Transcribe every record exactly, omitting none.

- Exercise inputs -
##########

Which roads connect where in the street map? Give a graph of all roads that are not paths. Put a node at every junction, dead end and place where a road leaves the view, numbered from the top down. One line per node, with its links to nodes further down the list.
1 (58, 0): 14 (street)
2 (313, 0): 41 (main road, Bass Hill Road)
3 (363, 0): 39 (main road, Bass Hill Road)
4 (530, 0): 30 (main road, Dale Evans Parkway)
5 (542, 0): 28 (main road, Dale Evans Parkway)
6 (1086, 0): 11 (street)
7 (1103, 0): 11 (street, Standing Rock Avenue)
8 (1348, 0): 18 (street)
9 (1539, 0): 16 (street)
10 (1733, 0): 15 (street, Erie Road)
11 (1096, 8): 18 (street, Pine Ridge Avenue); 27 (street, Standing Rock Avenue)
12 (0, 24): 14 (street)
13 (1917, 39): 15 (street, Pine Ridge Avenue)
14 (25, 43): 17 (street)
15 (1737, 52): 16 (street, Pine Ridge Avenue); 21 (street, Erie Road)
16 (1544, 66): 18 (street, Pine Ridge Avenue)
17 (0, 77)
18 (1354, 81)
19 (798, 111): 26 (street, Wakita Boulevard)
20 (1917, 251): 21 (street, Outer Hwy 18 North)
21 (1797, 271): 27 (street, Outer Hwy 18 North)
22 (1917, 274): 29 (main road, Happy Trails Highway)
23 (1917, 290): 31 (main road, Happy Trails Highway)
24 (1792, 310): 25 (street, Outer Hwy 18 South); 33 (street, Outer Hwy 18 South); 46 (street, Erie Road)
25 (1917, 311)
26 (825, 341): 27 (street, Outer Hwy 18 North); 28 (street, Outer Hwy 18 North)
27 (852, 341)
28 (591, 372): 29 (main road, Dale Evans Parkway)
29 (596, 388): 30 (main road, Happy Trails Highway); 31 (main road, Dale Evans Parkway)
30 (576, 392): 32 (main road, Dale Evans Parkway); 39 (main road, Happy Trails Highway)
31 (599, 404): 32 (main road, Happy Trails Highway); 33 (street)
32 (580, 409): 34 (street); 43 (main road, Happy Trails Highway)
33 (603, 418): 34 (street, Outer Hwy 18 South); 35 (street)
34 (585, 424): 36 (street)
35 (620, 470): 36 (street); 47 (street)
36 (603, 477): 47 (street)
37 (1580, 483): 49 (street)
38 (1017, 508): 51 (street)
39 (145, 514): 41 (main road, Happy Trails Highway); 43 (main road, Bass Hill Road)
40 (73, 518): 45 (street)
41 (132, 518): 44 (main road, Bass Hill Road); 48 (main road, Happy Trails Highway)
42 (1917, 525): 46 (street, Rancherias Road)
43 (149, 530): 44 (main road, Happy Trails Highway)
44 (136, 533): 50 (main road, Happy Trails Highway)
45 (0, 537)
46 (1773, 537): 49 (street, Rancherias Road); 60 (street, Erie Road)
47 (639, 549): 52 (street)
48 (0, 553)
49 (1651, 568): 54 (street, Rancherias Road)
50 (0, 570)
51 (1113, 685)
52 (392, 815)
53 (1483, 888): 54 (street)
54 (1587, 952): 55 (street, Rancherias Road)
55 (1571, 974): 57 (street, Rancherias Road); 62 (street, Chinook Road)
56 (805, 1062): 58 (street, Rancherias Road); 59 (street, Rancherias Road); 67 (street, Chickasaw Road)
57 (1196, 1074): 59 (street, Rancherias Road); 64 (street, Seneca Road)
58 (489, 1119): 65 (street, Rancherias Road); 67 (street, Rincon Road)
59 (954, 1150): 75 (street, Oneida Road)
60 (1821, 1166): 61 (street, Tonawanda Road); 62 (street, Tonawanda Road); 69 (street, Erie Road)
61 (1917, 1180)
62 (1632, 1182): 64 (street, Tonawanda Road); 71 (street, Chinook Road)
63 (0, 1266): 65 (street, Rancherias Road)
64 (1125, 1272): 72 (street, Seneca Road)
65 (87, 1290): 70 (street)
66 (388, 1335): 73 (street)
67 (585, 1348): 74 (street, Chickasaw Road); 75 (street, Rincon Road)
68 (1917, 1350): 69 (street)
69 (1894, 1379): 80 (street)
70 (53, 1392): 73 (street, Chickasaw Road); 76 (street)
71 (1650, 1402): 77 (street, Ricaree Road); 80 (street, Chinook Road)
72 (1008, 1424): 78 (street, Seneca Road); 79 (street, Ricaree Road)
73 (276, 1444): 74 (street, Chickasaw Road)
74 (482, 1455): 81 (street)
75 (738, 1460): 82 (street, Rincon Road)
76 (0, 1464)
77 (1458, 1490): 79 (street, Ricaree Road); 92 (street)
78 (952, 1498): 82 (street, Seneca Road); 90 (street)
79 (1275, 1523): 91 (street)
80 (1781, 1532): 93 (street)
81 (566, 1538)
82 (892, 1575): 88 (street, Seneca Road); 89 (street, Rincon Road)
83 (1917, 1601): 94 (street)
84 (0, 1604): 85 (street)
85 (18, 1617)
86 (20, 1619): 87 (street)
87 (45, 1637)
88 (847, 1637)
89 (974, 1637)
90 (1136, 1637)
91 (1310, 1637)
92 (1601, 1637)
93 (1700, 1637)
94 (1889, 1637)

##########

- Exercise answer -
Which roads connect where in the street map? Give a graph of all roads that are not paths. Put a node at every junction, dead end and place where a road leaves the view, numbered from the top down. One line per node, with its links to nodes further down the list.
1 (58, 0): 14 (street)
2 (313, 0): 41 (main road, Bass Hill Road)
3 (363, 0): 39 (main road, Bass Hill Road)
4 (530, 0): 30 (main road, Dale Evans Parkway)
5 (542, 0): 28 (main road, Dale Evans Parkway)
6 (1086, 0): 11 (street)
7 (1103, 0): 11 (street, Standing Rock Avenue)
8 (1348, 0): 18 (street)
9 (1539, 0): 16 (street)
10 (1733, 0): 15 (street, Erie Road)
11 (1096, 8): 18 (street, Pine Ridge Avenue); 27 (street, Standing Rock Avenue)
12 (0, 24): 14 (street)
13 (1917, 39): 15 (street, Pine Ridge Avenue)
14 (25, 43): 17 (street)
15 (1737, 52): 16 (street, Pine Ridge Avenue); 21 (street, Erie Road)
16 (1544, 66): 18 (street, Pine Ridge Avenue)
17 (0, 77)
18 (1354, 81)
19 (798, 111): 26 (street, Wakita Boulevard)
20 (1917, 251): 21 (street, Outer Hwy 18 North)
21 (1797, 271): 27 (street, Outer Hwy 18 North)
22 (1917, 274): 29 (main road, Happy Trails Highway)
23 (1917, 290): 31 (main road, Happy Trails Highway)
24 (1792, 310): 25 (street, Outer Hwy 18 South); 33 (street, Outer Hwy 18 South); 46 (street, Erie Road)
25 (1917, 311)
26 (825, 341): 27 (street, Outer Hwy 18 North); 28 (street, Outer Hwy 18 North)
27 (852, 341)
28 (591, 372): 29 (main road, Dale Evans Parkway)
29 (596, 388): 30 (main road, Happy Trails Highway); 31 (main road, Dale Evans Parkway)
30 (576, 392): 32 (main road, Dale Evans Parkway); 39 (main road, Happy Trails Highway)
31 (599, 404): 32 (main road, Happy Trails Highway); 33 (street)
32 (580, 409): 34 (street); 43 (main road, Happy Trails Highway)
33 (603, 418): 34 (street, Outer Hwy 18 South); 35 (street)
34 (585, 424): 36 (street)
35 (620, 470): 36 (street); 47 (street)
36 (603, 477): 47 (street)
37 (1580, 483): 49 (street)
38 (1017, 508): 51 (street)
39 (145, 514): 41 (main road, Happy Trails Highway); 43 (main road, Bass Hill Road)
40 (73, 518): 45 (street)
41 (132, 518): 44 (main road, Bass Hill Road); 48 (main road, Happy Trails Highway)
42 (1917, 525): 46 (street, Rancherias Road)
43 (149, 530): 44 (main road, Happy Trails Highway)
44 (136, 533): 50 (main road, Happy Trails Highway)
45 (0, 537)
46 (1773, 537): 49 (street, Rancherias Road); 60 (street, Erie Road)
47 (639, 549): 52 (street)
48 (0, 553)
49 (1651, 568): 54 (street, Rancherias Road)
50 (0, 570)
51 (1113, 685)
52 (392, 815)
53 (1483, 888): 54 (street)
54 (1587, 952): 55 (street, Rancherias Road)
55 (1571, 974): 57 (street, Rancherias Road); 62 (street, Chinook Road)
56 (805, 1062): 58 (street, Rancherias Road); 59 (street, Rancherias Road); 67 (street, Chickasaw Road)
57 (1196, 1074): 59 (street, Rancherias Road); 64 (street, Seneca Road)
58 (489, 1119): 65 (street, Rancherias Road); 67 (street, Rincon Road)
59 (954, 1150): 75 (street, Oneida Road)
60 (1821, 1166): 61 (street, Tonawanda Road); 62 (street, Tonawanda Road); 69 (street, Erie Road)
61 (1917, 1180)
62 (1632, 1182): 64 (street, Tonawanda Road); 71 (street, Chinook Road)
63 (0, 1266): 65 (street, Rancherias Road)
64 (1125, 1272): 72 (street, Seneca Road)
65 (87, 1290): 70 (street)
66 (388, 1335): 73 (street)
67 (585, 1348): 74 (street, Chickasaw Road); 75 (street, Rincon Road)
68 (1917, 1350): 69 (street)
69 (1894, 1379): 80 (street)
70 (53, 1392): 73 (street, Chickasaw Road); 76 (street)
71 (1650, 1402): 77 (street, Ricaree Road); 80 (street, Chinook Road)
72 (1008, 1424): 78 (street, Seneca Road); 79 (street, Ricaree Road)
73 (276, 1444): 74 (street, Chickasaw Road)
74 (482, 1455): 81 (street)
75 (738, 1460): 82 (street, Rincon Road)
76 (0, 1464)
77 (1458, 1490): 79 (street, Ricaree Road); 92 (street)
78 (952, 1498): 82 (street, Seneca Road); 90 (street)
79 (1275, 1523): 91 (street)
80 (1781, 1532): 93 (street)
81 (566, 1538)
82 (892, 1575): 88 (street, Seneca Road); 89 (street, Rincon Road)
83 (1917, 1601): 94 (street)
84 (0, 1604): 85 (street)
85 (18, 1617)
86 (20, 1619): 87 (street)
87 (45, 1637)
88 (847, 1637)
89 (974, 1637)
90 (1136, 1637)
91 (1310, 1637)
92 (1601, 1637)
93 (1700, 1637)
94 (1889, 1637)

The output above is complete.